Collected data entries
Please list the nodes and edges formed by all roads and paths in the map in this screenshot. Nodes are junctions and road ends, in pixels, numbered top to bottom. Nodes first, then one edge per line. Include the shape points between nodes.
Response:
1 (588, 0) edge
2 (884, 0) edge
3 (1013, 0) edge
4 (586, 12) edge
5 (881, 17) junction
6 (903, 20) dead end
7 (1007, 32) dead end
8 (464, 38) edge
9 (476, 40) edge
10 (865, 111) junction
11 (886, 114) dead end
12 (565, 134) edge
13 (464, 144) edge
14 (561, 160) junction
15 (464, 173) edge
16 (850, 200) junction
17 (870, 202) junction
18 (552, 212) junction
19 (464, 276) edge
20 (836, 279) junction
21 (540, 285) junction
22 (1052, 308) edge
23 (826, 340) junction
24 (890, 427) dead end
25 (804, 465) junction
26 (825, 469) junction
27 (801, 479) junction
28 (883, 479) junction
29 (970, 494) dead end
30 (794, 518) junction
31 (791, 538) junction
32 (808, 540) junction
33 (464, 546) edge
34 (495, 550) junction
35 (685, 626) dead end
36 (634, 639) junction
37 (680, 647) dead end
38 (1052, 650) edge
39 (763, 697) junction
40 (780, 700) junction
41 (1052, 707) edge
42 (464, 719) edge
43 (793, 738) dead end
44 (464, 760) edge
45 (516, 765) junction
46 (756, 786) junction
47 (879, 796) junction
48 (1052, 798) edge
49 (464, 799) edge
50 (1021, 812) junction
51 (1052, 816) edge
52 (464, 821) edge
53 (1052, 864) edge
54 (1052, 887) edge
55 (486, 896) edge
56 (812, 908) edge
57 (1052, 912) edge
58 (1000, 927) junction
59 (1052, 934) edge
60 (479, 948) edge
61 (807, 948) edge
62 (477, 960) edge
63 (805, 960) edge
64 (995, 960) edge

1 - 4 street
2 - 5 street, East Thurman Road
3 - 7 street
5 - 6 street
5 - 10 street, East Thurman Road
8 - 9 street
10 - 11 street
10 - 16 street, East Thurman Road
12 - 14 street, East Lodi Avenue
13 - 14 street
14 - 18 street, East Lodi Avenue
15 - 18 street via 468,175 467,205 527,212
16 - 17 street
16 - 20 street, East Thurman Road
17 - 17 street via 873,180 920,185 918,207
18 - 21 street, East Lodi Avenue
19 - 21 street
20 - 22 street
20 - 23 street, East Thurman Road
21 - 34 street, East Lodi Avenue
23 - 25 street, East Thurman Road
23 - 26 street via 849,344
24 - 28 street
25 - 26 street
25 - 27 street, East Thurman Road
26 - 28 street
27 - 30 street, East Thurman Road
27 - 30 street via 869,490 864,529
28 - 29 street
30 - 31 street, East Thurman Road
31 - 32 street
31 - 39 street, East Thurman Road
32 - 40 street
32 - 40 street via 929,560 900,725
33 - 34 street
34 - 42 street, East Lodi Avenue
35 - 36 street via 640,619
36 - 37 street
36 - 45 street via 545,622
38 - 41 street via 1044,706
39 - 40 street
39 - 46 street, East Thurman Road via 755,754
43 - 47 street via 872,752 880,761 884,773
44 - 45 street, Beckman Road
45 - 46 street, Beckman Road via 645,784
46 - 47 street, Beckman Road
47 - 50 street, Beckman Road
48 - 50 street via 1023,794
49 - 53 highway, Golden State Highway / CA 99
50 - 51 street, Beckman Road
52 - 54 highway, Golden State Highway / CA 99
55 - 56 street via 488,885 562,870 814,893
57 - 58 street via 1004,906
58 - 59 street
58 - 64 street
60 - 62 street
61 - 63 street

[Work order]
Restating every entry above word for word is the whole task.

[Finished task]
Please list the nodes and edges formed by all roads and paths in the map in this screenshot. Nodes are junctions and road ends, in pixels, numbered top to bottom. Nodes first, then one edge per line. Include the shape points between nodes.
Response:
1 (588, 0) edge
2 (884, 0) edge
3 (1013, 0) edge
4 (586, 12) edge
5 (881, 17) junction
6 (903, 20) dead end
7 (1007, 32) dead end
8 (464, 38) edge
9 (476, 40) edge
10 (865, 111) junction
11 (886, 114) dead end
12 (565, 134) edge
13 (464, 144) edge
14 (561, 160) junction
15 (464, 173) edge
16 (850, 200) junction
17 (870, 202) junction
18 (552, 212) junction
19 (464, 276) edge
20 (836, 279) junction
21 (540, 285) junction
22 (1052, 308) edge
23 (826, 340) junction
24 (890, 427) dead end
25 (804, 465) junction
26 (825, 469) junction
27 (801, 479) junction
28 (883, 479) junction
29 (970, 494) dead end
30 (794, 518) junction
31 (791, 538) junction
32 (808, 540) junction
33 (464, 546) edge
34 (495, 550) junction
35 (685, 626) dead end
36 (634, 639) junction
37 (680, 647) dead end
38 (1052, 650) edge
39 (763, 697) junction
40 (780, 700) junction
41 (1052, 707) edge
42 (464, 719) edge
43 (793, 738) dead end
44 (464, 760) edge
45 (516, 765) junction
46 (756, 786) junction
47 (879, 796) junction
48 (1052, 798) edge
49 (464, 799) edge
50 (1021, 812) junction
51 (1052, 816) edge
52 (464, 821) edge
53 (1052, 864) edge
54 (1052, 887) edge
55 (486, 896) edge
56 (812, 908) edge
57 (1052, 912) edge
58 (1000, 927) junction
59 (1052, 934) edge
60 (479, 948) edge
61 (807, 948) edge
62 (477, 960) edge
63 (805, 960) edge
64 (995, 960) edge

1 - 4 street
2 - 5 street, East Thurman Road
3 - 7 street
5 - 6 street
5 - 10 street, East Thurman Road
8 - 9 street
10 - 11 street
10 - 16 street, East Thurman Road
12 - 14 street, East Lodi Avenue
13 - 14 street
14 - 18 street, East Lodi Avenue
15 - 18 street via 468,175 467,205 527,212
16 - 17 street
16 - 20 street, East Thurman Road
17 - 17 street via 873,180 920,185 918,207
18 - 21 street, East Lodi Avenue
19 - 21 street
20 - 22 street
20 - 23 street, East Thurman Road
21 - 34 street, East Lodi Avenue
23 - 25 street, East Thurman Road
23 - 26 street via 849,344
24 - 28 street
25 - 26 street
25 - 27 street, East Thurman Road
26 - 28 street
27 - 30 street, East Thurman Road
27 - 30 street via 869,490 864,529
28 - 29 street
30 - 31 street, East Thurman Road
31 - 32 street
31 - 39 street, East Thurman Road
32 - 40 street
32 - 40 street via 929,560 900,725
33 - 34 street
34 - 42 street, East Lodi Avenue
35 - 36 street via 640,619
36 - 37 street
36 - 45 street via 545,622
38 - 41 street via 1044,706
39 - 40 street
39 - 46 street, East Thurman Road via 755,754
43 - 47 street via 872,752 880,761 884,773
44 - 45 street, Beckman Road
45 - 46 street, Beckman Road via 645,784
46 - 47 street, Beckman Road
47 - 50 street, Beckman Road
48 - 50 street via 1023,794
49 - 53 highway, Golden State Highway / CA 99
50 - 51 street, Beckman Road
52 - 54 highway, Golden State Highway / CA 99
55 - 56 street via 488,885 562,870 814,893
57 - 58 street via 1004,906
58 - 59 street
58 - 64 street
60 - 62 street
61 - 63 street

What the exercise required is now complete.